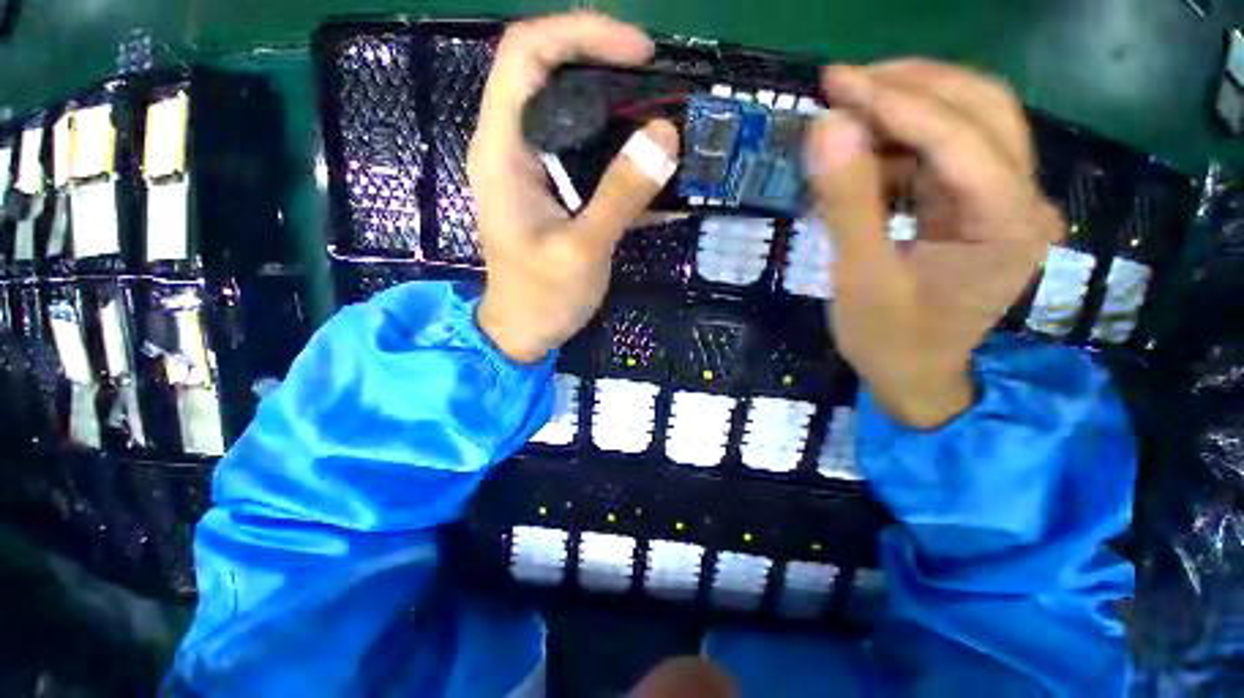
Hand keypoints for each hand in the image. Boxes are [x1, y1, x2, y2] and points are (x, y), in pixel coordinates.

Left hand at [468, 12, 679, 363]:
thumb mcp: (583, 250)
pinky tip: (657, 176)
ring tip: (667, 130)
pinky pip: (587, 155)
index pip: (527, 53)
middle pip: (553, 74)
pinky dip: (622, 157)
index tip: (641, 53)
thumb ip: (620, 194)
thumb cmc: (542, 298)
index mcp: (503, 149)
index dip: (583, 33)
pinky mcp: (554, 191)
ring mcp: (534, 169)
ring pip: (575, 115)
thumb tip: (665, 135)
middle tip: (661, 91)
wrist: (525, 331)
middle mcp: (513, 146)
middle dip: (609, 70)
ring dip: (622, 115)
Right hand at [806, 61, 1063, 427]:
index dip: (894, 103)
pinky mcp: (982, 208)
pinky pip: (949, 154)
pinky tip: (865, 155)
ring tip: (847, 115)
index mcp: (1007, 225)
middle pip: (982, 109)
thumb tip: (826, 127)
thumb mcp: (859, 278)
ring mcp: (1006, 203)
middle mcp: (1024, 201)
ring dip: (908, 108)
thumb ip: (847, 202)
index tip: (834, 83)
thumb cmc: (887, 340)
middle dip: (911, 86)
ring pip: (971, 122)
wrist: (913, 377)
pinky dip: (904, 143)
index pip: (958, 137)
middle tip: (843, 84)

What is being asked: The response should hold only an exact repeat of the lines from the one with "pinky tip: (657, 176)" to the final line of the listing above.

Exercise answer:
pinky tip: (657, 176)
ring tip: (667, 130)
pinky pip: (587, 155)
index pip: (527, 53)
middle pip: (553, 74)
pinky dip: (622, 157)
index tip: (641, 53)
thumb ip: (620, 194)
thumb cmc: (542, 298)
index mcp: (503, 149)
index dip: (583, 33)
pinky mcp: (554, 191)
ring mcp: (534, 169)
ring pip: (575, 115)
thumb tip: (665, 135)
middle tip: (661, 91)
wrist: (525, 331)
middle mcp: (513, 146)
middle dip: (609, 70)
ring dip: (622, 115)
Right hand at [806, 61, 1063, 427]:
index dip: (894, 103)
pinky mcp: (982, 208)
pinky pip: (949, 154)
pinky tip: (865, 155)
ring tip: (847, 115)
index mcp: (1007, 225)
middle pip: (982, 109)
thumb tip: (826, 127)
thumb mcp: (859, 278)
ring mcp: (1006, 203)
middle mcp: (1024, 201)
ring dip: (908, 108)
thumb ip: (847, 202)
index tip: (834, 83)
thumb cmc: (887, 340)
middle dip: (911, 86)
ring pip: (971, 122)
wrist: (913, 377)
pinky dip: (904, 143)
index pip: (958, 137)
middle tip: (843, 84)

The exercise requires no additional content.